Il trattamento criogenico avviene portando il materiale al di sotto della temperatura di fine trasformazione della Martensite (Mf), questo trattamento normalmente si esegue ad una temperatura di -80°C ed ha lo scopo di stabilizzare la martensite ed eliminare l'austenite residua presente nei particolari temprati.
Grazie al trattamento criogenico si aumenta la vita dell’utensile in modo considerevole e, di conseguenza, diminuiscono le manutenzioni degli stampi; inoltre il trattamento criogenico serve anche a restituire ai particolari stabilità dimensionale nel tempo.
L’effetto del trattamento criogenico è quello di diminuire il valore della temperatura Mf in prossimità della quale si assiste alla completa trasformazione dell’austenite.

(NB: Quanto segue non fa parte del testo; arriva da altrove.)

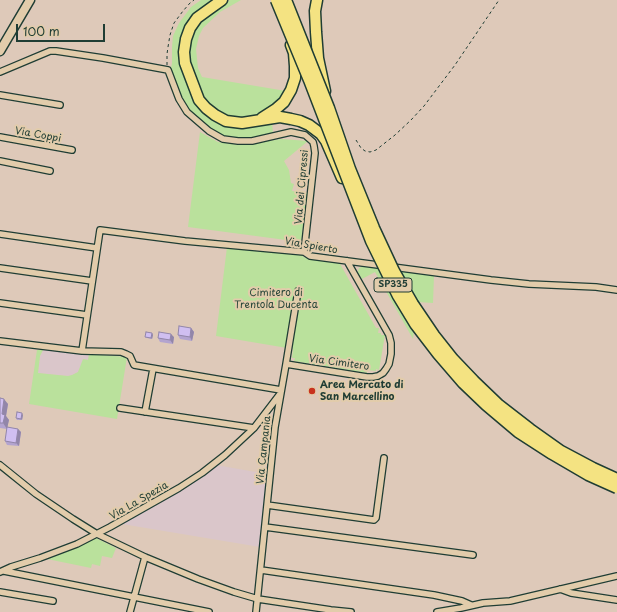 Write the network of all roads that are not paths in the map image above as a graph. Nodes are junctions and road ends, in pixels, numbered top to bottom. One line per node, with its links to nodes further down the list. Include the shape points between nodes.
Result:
1 (30, 0): 6 (main road)
2 (222, 0): 11 (highway, via 197,18 186,39 185,63 195,92 206,108 226,121 256,121)
3 (275, 0): 11 (highway, bridge, via 294,53 296,66 291,90); 17 (highway, SP335, bridge, via 312,87)
4 (286, 0): 10 (highway, SP335, bridge)
5 (316, 0): 10 (highway, bridge, via 318,58)
6 (0, 51)
7 (0, 72): 19 (street, Via dei Cipressi, via 50,51 168,70 187,112 223,139 252,141 291,132 305,135 313,142 315,152)
8 (0, 95): 9 (street)
9 (60, 105)
10 (329, 108): 39 (highway, SP335, bridge, via 350,170 394,271 413,304 452,358 499,406 517,420 561,451)
11 (276, 113): 17 (highway, bridge, via 309,125 321,134)
12 (0, 137): 13 (street, Via Coppi)
13 (72, 150)
14 (0, 161): 15 (street)
15 (50, 171)
16 (0, 234): 18 (street)
17 (371, 241): 40 (highway, SP335, bridge, via 398,296 416,324 463,383 518,432 588,475)
18 (97, 248): 19 (street, Via Spierto, via 100,230); 22 (street, Via Spierto)
19 (304, 252): 20 (street, Via Spierto, via 310,256)
20 (347, 261): 23 (street, Via Spierto, via 491,280); 29 (street, Via Cimitero, via 389,335 392,343 389,364 378,376 367,377)
21 (0, 268): 22 (street)
22 (92, 282): 26 (street, Via Spierto)
23 (617, 290)
24 (298, 291): 29 (street, Via Campania)
25 (0, 303): 26 (street)
26 (87, 315): 28 (street, Via Spierto)
27 (0, 341): 28 (street)
28 (82, 351): 30 (street, via 121,352 130,356 134,365)
29 (286, 364): 31 (street, Via Campania)
30 (152, 369): 31 (street); 33 (street)
31 (281, 392): 34 (street, Via La Spezia); 35 (street, Via Campania)
32 (120, 408): 33 (street)
33 (145, 412): 36 (street)
34 (266, 412): 35 (street); 36 (street, Via La Spezia)
35 (277, 412): 41 (street, Via Campania)
36 (254, 428): 43 (street, Via La Spezia, via 225,456 202,473)
37 (384, 458): 41 (street, via 374,520)
38 (0, 465): 43 (street, via 36,494)
39 (617, 479)
40 (617, 488)
41 (267, 506): 42 (street, Via Campania)
42 (265, 527): 44 (street); 46 (street, Via Campania)
43 (97, 534): 45 (street); 47 (street, Via La Spezia, via 77,544)
44 (473, 555)
45 (145, 557): 51 (street); 52 (street, via 198,579)
46 (261, 570): 52 (street, Via Campania); 55 (street, via 434,595)
47 (2, 571): 51 (street)
48 (617, 576): 49 (street)
49 (560, 589): 53 (street); 55 (street)
50 (0, 592): 54 (street)
51 (134, 597): 56 (street); 57 (street)
52 (258, 599): 58 (street, Via Campania); 59 (street)
53 (617, 600)
54 (53, 601)
55 (471, 605): 60 (street)
56 (130, 612)
57 (209, 612)
58 (256, 612)
59 (351, 612)
60 (437, 612)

In un acciaio non legato, per percentuali superiori allo 0,7% di carbonio, Mf assume valori inferiori a 0°C per cui, per diminuire questa temperatura, è necessario realizzare bagni termostati di alcool, ghiaccio secco e azoto liquido.
Le cose si complicano ulteriormente in presenza di acciai legati.
È importante che non si faccia passare molto tempo tra tempra e sotto-raffreddamento poiché, a causa del processo di stabilizzazione dell’austenite, la sua successiva trasformazione diviene, con il passare del tempo, sempre più difficile (ulteriore diminuzione di Mf). L’esperienza dimostra che nella maggior parte degli acciai a –80°C non si trova più austenite: sarebbe quindi sufficiente un cold treatment per assistere ad un discreto incremento della resistenza all’usura del componente.
Il trattamento criogenico però si contraddistingue dal trattamento freddo (cold treatment) per le temperature molto più basse a cui lavora: durante un trattamento criogenico la temperatura dell’azoto liquido viene portata a –196°C.
Prove condotte sul campo ed in laboratorio dimostrano che il trattamento criogenico conferisce all’acciaio un ulteriore aumento della resistenza all’usura rispetto al trattamento freddo.
Il processo criogenico fino agli anni ‘60 consisteva nell’immersione del componente direttamente in azoto liquido; per i pezzi di geometria complessa, però, il raffreddamento drastico poteva comportare la rottura degli stessi. Al giorno d’oggi il trattamento criogenico viene realizzato mediante apparecchiature a microprocessore in grado di controllare il raffreddamento della camera nella quale l’azoto liquido è immerso sotto forma di una fitta nebbia.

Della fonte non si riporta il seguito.